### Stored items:
--
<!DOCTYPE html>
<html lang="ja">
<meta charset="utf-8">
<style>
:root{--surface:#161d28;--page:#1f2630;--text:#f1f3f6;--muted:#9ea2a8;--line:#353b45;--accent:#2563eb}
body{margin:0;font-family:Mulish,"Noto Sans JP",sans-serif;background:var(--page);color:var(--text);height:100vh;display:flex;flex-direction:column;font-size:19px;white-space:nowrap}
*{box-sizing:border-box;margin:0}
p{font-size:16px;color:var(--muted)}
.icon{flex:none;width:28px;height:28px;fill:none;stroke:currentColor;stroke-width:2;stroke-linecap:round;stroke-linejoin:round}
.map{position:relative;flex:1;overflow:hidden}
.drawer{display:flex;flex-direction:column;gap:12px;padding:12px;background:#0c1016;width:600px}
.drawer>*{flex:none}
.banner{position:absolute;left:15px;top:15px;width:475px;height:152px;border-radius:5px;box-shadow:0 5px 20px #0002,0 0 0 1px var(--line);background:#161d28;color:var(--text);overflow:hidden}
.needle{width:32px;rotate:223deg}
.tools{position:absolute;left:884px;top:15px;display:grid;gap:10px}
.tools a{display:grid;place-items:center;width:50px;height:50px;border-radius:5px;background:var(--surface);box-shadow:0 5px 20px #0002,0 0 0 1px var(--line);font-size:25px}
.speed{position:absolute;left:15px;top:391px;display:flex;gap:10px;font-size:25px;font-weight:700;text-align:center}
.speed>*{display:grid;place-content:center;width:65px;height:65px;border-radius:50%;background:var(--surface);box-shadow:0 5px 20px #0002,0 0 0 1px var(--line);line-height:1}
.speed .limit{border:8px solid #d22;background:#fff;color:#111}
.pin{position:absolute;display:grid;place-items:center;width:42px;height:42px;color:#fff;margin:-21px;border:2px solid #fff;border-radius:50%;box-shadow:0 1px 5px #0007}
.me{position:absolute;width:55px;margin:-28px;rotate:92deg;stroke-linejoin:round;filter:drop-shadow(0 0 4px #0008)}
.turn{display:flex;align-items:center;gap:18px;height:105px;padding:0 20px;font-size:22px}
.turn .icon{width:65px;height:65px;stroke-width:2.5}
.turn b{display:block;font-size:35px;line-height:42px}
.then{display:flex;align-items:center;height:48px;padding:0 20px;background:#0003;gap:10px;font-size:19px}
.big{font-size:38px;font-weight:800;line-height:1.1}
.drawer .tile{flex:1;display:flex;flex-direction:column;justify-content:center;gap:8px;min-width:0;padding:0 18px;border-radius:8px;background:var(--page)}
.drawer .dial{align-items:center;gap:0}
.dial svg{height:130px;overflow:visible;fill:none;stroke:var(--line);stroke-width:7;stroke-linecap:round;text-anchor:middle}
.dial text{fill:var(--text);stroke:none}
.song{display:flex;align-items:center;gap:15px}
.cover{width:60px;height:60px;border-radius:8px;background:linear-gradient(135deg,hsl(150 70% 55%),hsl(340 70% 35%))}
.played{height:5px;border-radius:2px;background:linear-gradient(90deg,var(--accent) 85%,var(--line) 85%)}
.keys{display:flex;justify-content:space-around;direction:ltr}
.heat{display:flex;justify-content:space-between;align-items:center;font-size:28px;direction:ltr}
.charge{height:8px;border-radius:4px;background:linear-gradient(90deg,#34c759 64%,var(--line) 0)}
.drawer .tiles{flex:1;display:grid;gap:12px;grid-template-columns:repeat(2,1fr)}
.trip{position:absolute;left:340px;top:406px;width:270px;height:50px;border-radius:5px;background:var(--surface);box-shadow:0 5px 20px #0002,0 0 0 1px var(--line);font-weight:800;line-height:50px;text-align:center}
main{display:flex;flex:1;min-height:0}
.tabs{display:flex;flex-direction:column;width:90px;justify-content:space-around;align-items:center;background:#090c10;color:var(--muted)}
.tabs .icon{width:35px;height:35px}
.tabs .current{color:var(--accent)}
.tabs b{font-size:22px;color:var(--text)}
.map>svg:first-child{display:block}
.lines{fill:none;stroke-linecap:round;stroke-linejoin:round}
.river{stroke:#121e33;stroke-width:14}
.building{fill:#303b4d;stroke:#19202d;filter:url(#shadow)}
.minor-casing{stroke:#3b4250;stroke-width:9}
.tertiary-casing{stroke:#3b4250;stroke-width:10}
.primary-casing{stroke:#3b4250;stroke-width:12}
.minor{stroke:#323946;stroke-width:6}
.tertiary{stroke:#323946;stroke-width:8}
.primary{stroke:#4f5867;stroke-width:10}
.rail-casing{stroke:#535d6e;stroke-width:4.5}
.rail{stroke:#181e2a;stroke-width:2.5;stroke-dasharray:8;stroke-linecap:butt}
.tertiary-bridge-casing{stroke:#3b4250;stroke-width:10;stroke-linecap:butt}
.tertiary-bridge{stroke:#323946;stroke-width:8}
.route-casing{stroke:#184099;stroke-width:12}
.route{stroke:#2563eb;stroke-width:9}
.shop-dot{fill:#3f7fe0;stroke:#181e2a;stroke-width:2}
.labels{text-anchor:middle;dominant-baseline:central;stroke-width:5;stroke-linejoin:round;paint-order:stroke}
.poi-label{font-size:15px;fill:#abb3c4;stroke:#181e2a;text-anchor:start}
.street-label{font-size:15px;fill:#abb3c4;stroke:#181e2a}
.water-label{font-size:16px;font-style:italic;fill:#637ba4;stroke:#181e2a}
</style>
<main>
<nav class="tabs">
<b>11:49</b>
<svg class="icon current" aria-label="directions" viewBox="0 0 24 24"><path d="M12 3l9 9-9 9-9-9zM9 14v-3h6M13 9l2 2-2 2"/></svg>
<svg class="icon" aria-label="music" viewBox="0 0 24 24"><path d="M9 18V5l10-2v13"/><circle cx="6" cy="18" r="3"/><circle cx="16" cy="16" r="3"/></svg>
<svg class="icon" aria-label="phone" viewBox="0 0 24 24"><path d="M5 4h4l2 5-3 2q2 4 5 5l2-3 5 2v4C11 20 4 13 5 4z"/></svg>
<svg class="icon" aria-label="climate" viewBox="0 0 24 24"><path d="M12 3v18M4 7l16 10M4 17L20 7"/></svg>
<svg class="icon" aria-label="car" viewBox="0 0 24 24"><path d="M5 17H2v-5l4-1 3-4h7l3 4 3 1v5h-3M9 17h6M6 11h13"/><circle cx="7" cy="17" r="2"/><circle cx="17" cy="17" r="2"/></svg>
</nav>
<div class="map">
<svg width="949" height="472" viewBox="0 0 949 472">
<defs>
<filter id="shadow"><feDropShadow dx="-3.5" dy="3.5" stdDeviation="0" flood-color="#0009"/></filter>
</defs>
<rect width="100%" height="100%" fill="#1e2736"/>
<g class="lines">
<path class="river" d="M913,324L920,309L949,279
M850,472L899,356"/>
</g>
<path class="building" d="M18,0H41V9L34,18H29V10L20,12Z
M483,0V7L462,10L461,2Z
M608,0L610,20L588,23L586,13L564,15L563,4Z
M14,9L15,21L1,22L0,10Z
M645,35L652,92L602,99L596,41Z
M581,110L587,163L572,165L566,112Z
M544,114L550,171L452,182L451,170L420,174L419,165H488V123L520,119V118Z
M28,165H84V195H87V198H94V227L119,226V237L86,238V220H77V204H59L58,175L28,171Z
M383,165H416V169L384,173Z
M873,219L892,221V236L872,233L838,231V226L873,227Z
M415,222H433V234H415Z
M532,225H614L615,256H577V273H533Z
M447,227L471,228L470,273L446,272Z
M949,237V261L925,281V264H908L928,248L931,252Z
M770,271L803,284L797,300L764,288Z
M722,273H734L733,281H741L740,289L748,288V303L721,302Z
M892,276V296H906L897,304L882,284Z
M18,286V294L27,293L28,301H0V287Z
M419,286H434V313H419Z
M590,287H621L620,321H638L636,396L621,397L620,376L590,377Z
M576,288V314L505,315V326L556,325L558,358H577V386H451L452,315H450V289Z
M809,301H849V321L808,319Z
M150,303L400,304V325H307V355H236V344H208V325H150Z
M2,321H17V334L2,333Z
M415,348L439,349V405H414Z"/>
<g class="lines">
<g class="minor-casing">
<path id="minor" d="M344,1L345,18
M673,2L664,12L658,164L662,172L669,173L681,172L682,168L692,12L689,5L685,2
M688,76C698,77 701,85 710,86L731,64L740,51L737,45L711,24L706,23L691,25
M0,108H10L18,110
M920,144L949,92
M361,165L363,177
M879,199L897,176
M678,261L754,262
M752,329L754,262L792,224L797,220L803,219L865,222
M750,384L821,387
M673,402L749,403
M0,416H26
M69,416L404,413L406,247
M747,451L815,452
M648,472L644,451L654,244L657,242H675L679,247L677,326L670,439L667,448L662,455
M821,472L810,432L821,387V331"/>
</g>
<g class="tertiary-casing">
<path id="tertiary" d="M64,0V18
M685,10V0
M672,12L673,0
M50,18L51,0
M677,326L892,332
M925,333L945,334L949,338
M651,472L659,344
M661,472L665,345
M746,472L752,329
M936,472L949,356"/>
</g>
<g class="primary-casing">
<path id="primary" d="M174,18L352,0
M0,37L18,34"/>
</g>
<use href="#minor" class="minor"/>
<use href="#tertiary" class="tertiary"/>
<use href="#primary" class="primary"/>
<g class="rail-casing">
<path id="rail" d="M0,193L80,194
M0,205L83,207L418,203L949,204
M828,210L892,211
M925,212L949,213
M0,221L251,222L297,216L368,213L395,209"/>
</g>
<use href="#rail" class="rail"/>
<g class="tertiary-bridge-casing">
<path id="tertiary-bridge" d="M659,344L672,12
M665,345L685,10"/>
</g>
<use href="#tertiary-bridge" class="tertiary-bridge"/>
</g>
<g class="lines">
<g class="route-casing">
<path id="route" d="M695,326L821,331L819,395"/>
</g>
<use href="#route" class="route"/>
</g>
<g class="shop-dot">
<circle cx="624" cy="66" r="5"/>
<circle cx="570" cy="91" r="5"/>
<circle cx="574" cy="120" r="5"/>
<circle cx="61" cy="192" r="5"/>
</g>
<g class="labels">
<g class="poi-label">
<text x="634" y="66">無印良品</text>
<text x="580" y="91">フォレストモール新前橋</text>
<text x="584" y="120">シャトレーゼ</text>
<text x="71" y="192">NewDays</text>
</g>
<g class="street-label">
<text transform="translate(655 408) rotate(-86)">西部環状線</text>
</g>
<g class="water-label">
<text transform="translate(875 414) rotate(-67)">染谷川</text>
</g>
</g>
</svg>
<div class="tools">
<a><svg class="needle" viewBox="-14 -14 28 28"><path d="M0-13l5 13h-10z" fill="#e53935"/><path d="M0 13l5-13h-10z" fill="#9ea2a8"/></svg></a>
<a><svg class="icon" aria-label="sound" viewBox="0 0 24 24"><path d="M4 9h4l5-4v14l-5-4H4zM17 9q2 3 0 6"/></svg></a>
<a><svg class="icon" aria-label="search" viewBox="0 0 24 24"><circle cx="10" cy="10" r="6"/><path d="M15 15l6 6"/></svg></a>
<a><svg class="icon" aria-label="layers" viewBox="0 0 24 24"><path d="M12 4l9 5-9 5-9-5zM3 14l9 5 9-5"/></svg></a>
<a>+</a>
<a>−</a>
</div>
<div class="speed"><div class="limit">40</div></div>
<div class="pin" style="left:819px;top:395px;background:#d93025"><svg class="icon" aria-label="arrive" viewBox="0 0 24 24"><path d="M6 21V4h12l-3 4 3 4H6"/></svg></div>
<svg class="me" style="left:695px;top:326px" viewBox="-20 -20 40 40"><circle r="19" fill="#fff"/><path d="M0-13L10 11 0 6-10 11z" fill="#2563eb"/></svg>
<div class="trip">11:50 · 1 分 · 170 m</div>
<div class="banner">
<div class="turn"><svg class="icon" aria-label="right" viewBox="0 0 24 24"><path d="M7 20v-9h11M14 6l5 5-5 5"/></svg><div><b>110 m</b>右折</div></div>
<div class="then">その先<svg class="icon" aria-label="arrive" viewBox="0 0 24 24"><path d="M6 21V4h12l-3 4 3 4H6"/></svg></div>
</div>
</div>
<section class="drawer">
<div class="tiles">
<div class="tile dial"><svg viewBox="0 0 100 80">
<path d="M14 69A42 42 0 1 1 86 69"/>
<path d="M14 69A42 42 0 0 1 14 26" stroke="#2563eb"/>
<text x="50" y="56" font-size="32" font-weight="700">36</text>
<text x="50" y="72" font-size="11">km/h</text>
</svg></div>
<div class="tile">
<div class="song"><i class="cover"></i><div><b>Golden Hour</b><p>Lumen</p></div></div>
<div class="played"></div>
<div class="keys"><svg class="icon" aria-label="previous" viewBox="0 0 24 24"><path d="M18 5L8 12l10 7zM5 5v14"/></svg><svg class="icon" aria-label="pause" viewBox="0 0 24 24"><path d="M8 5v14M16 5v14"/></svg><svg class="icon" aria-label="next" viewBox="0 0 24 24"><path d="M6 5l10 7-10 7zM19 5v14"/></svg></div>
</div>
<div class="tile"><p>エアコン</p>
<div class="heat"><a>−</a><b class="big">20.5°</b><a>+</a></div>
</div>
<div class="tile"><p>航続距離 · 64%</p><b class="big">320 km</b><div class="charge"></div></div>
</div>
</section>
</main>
--
### Your task:
Looking through the records, copy out every line in which the word "dial" is found.

### Result:
.drawer .dial{align-items:center;gap:0}
.dial svg{height:130px;overflow:visible;fill:none;stroke:var(--line);stroke-width:7;stroke-linecap:round;text-anchor:middle}
.dial text{fill:var(--text);stroke:none}
<div class="tile dial"><svg viewBox="0 0 100 80">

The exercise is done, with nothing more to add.